The other reason for a quick surgery is infection. An open wound with a broken bone is an invitation to severe, limb and life threatening infection. The wound must be cleaned thoroughly, and bone splinters removed. It’s often your own skin germs which get into the wound and cause an infection.

The bone (and in this case,  bones — the bigger tibia or shin bone, and the thinner fibula which sits behind and to the outside of your leg) get straightened out and lined up. Then a titanium or stainless steel rod is put into the bone to keep it straight as it heals. Sometimes the rod stays forever, sometimes it’s removed months later).

Now comes the worry days. You monitor for infection despite your best efforts to clean the fracture. You keep an eye on circulation since an artery can clot in the days after the leg is fixed. You also look out for something called “compartment syndrome.”

If you feel how much fat is between your shin bone and the skin — you’ll notice there isn’t much. So any swelling in this area can choke off the blood supply, cause leg muscles to die, and nerves to wither. That’s a compartment syndrome. The treatment is a second emergency surgery to slit open the leg to relieve the pressure.

If things go well, you wait for things to calm down, then begin gentle physical therapy, and monitor the healing of bone. You can do plain X-rays but CT scans often are more accurate at measuring the bones knitting together. All this time you are hoping you don’t have “non-union”. That means the bones won’t heal together. A rare but real complication in the tibia.

In some cases, doctors will use a bone stimulator — small pulses of electric impulses to jump-start or encourage healing.

As to putting weight on the leg — no predictions there. But let’s say the initial surgery went great — there are no complications after surgery — there’s no damage to muscles or tendons — everything heals — and you rehab the heck out of it.

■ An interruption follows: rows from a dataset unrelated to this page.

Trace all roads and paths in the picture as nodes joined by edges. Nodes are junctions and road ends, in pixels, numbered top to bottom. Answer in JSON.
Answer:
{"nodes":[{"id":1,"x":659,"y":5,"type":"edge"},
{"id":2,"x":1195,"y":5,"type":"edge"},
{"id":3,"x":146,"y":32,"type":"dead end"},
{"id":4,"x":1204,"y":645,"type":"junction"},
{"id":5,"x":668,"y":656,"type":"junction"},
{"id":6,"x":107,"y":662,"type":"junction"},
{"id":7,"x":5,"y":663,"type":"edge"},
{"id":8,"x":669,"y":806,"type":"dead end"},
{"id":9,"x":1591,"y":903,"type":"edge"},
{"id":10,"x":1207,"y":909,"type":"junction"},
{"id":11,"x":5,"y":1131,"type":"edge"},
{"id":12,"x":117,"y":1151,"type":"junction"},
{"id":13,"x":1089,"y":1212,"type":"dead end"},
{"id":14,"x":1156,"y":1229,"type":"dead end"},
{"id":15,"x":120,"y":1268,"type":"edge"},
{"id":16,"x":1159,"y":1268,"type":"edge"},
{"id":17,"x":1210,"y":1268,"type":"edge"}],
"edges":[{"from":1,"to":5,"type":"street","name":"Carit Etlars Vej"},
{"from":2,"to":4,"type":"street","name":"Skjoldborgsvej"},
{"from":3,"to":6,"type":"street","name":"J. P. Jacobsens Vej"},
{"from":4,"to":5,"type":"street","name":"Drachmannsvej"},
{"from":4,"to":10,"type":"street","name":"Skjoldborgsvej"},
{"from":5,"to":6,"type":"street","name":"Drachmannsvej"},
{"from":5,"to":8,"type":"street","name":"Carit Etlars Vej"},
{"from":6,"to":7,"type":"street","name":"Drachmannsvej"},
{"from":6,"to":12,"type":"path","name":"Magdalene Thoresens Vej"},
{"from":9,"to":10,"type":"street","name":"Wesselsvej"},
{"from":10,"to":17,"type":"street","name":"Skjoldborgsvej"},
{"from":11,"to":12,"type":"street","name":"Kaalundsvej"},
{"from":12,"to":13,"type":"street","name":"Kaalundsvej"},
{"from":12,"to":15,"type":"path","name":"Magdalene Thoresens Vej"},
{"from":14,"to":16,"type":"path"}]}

In that case, there is the possibility that this is not a career ender. And you might even see him on the court next season. Sure that’s speculation, but we doctors live in a world of optimism and in the hope of the ability of a young body to heal.

Fingers crossed. Prayers said.

————- Monday A.M. Update ——-

Spoke to several colleagues today- all say will never know what caused the leg to fracture like it did. An undetected stress fracture possible, but also simply the tremendous forces placed on a leg with an awkward landing.

No matter, since today Ware is out of bed on crutches. No bearing weight on it — but it’s great to see him up and out of bed so soon. So far, so good. In fact, so far, so great.